Je me suis retourné: dans l'embrasure de la porte, Pollux Lesiak me regardait avec une petite moue sympathique qui semblait dire «Je sais ce que tu ressens. Et moi non plus, je ne comprends pas ce qu'ils fabriquent ici. Mais je devine l'état dans lequel tu te trouves actuellement, Halvard». À ce moment-là, rien sur terre ni au ciel ne pouvait me réconforter davantage que cette petite moue. Je crois que je ne me suis jamais senti aussi proche de quelqu'un, que je n'ai jamais eu à ce point la sensation de faire équipe avec quelqu'un dans le combat de la vie moderne. J'ai aussitôt pris la décision de l'épouser plus tard, et j'ai de nouveau fait face à l'occupant. Si seulement nous avions pensé à emporter son tabouret.

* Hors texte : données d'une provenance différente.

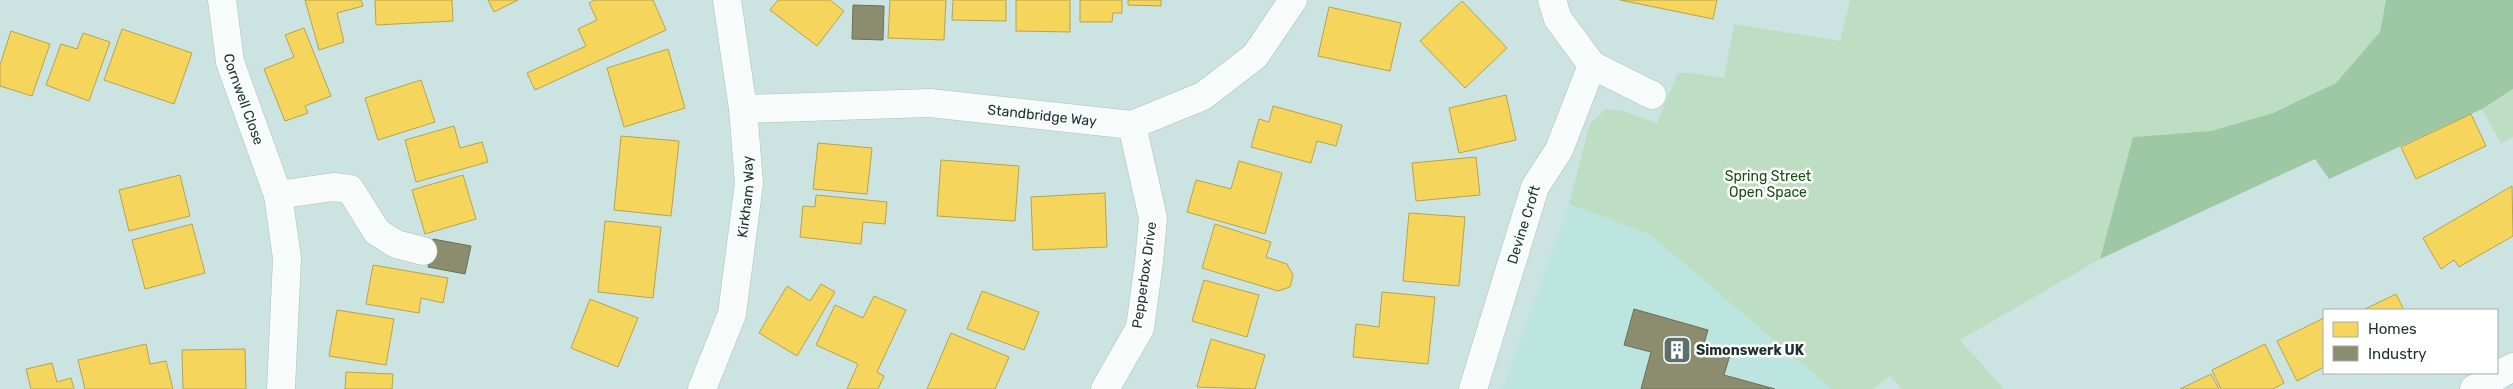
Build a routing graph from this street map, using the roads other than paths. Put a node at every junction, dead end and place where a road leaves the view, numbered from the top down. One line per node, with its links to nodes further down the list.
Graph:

Je me serais mis à tournoyer dans la pièce en brandissant le tabouret à bout de bras pour les détruire tous dans un grand fracas magnifique d'os brisés et de chairs éclatées.
Mais non.
J'y ai pensé fort, j'ai essayé de les dissoudre, mais non. Ils étaient toujours là. En pleine nuit. Atterrés par ma présence. Muets. La fenêtre cassée. L'un d'eux s'est levé du canapé sans un mot, Laurent. Debout, avec l'air du type qui va bondir sur moi en hurlant un truc religieux, pour me planter un poignard dans le ventre. Bon, c'était ça, la quatrième dimension? Dans ces situations-là, en règle générale, la marche à suivre est simple: il faut réunir ses esprits au plus vite et analyser la situation.